Version française
Home     About     Download     Resources     Contact us    
Browse thread
[Caml-list] Executable size?
[ Home ] [ Index: by date | by threads ]
[ Search: ]

[ Message by date: previous | next ] [ Message in thread: previous | next ] [ Thread: previous | next ]
Date: -- (:)
From: Brian Hurt <bhurt@s...>
Subject: Re: [Caml-list] Executable size?
On Wed, 12 Nov 2003, John J Lee wrote:

> On Wed, 12 Nov 2003, Brian Hurt wrote:
> 
> > On Wed, 12 Nov 2003, Richard Jones wrote:
> [...]
> > > This is not a criticism of OCaml, but the executables do tend to be
> > > quite large. This seems mainly down to the fact that OCaml links the
> > > runtime library in statically. There was previous discussion on this
> [...]
> > This isn't as bad as it sounds.  A simplistic "hello world!" application
> > in Ocaml weighs in at 112K, versus 11K for the equivelent (dynamically
> > linked) C program- almost entirely either statically linked standard
> > libraries and infrastructure (garbage collections, etc.)- stuff that
> > doesn't expand with larger programs.
> 
> OK.  Is that 100K difference for "hello world" (which doesn't necessarily
> stay the same for larger programs, as you say below) simply a result of
> the fact that C has the "unfair" advantage of already having its runtime
> sitting on everyone's hard drive already?

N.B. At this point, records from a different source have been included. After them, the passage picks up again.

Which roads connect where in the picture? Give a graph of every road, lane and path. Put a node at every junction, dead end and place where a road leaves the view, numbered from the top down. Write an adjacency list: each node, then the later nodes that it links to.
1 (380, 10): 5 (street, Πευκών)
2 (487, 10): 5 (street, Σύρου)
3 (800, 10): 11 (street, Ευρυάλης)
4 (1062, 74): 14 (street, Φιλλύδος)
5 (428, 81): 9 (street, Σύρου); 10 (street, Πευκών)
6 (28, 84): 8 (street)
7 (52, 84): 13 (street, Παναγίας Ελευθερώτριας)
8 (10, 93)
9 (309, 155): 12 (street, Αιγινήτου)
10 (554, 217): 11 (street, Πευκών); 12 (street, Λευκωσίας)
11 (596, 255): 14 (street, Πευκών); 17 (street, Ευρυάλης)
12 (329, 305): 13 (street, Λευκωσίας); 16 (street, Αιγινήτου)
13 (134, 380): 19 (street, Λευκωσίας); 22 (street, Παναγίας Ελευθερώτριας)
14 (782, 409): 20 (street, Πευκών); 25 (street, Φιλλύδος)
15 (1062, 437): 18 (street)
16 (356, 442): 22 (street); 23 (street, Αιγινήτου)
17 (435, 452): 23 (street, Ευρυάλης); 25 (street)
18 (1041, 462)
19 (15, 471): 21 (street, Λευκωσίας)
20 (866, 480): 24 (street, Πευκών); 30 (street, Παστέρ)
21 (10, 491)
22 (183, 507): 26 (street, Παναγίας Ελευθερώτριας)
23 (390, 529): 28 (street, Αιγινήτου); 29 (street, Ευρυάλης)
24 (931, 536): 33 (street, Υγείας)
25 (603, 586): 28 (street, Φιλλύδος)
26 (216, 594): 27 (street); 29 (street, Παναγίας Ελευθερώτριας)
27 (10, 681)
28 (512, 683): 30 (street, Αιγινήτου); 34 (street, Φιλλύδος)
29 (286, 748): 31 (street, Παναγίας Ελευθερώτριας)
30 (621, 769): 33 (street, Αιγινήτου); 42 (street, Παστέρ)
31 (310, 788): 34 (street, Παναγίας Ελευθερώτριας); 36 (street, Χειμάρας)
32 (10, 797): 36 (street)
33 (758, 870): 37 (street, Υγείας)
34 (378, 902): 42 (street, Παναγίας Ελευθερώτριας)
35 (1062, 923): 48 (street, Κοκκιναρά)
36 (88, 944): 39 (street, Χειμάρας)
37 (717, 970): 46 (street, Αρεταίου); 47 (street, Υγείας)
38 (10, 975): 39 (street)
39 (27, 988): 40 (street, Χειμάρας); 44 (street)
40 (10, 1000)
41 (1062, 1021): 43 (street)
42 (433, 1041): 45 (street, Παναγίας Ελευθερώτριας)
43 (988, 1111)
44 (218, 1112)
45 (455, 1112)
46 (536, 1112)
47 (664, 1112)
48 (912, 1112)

Actually, I think Ocaml uses C's runtime libraries and builds on top of
them.  For example, if I understand things correctly, Ocaml's printf is a
wrapper which calls C's printf.  Which is why I haven't bothered comparing
Ocaml's size to C programs being statically linked.  Ocaml is at least
nice enough to only link libraries you are actually using (see the
print_string v. printf results).

In addition to a more complicated and complete standard library and 
bultins, Ocaml also has garbage collection, which is non-trivial to 
implement.  I wouldn't be surprised if half or more of that 100K of 
overhead is just the GC.  Currying, exceptions, etc. also have small size 
penalties.

On the other hand, I would argue that these features, while bloating the 
application.  Which is exactly the sort of thing small "benchmark" 
programs don't show.  I don't know how many times I've read or written C 
code like:

int copy_file(char * src, char * dst) {
    char * buf;
    FILE * inf;
    FILE * outf;

    if ((src == NULL) || (dst == NULL)) {
        return EINVAL;
    }

    inf = fopen(src, "rb");
    if (inf == NULL) {
        return errno;
    }

    outf = fopen(dst, "wb");
    if (outf == NULL) {
        fclose(inf);
        return errno;
    }

    buf = (char *) malloc(4096);
    if (buf == NULL) {
        fclose(outf);
        fclose(inf);
        return errno;
    }

    blah blah blah you get the idea

Vr.s the same code in Ocaml:

let copyfile src dst =
    let inf = open_in_bin src
    and outf = open_out_bin dst
    and buf = String.make 4096 ' '
    in
    let rec loop () =
        let c = input inf buf 0 4096 in
        if (c > 0) then
            begin
                output outf buf 0 c;
                loop ()
            end
        else
            ()
    in
    loop ()

The ocaml executable code for copyfile function will be smaller than the C 
version, simply because the ocaml version takes advantage of various 
features of the larger ocaml library and infrastructure- especially (in 
this case) exceptions and garbage collection.  

> 
> 
> > A naive assumption would be that an Ocaml program is about 100K or so
> > larger than the equivelent C program.  Not much, considering how easy it
> > is to get executables multiple megabytes in size.
> 
> [...]
> > Ocaml gets a lot more code reuse, and thus can actually lead to smaller
> > executables.
> 
> I don't understand what you mean by that (probably my fault).  What do you
> mean by "code reuse" here?  I usually understand that phrase to mean using
> code written by people other than me, but you seem to mean it in a
> different sense.
> 

I was using it in the most literal sense- using code more than once, in
more than one way.  In general, it's much better to have only one copy of
a function, used in two places, than two copies of the function.  The 
trick is that generally the two copies are not exactly identical- if 
the functions are, for example, the length of a linked list, one function 
might operate on a linked list of integers, another a linked list of 
floats.  Ocaml encourages you to program in a generic way- you actually 
have to work at it to write a linked list length routine that *isn't* 
generic, the naive implementation is (so is the optimized version).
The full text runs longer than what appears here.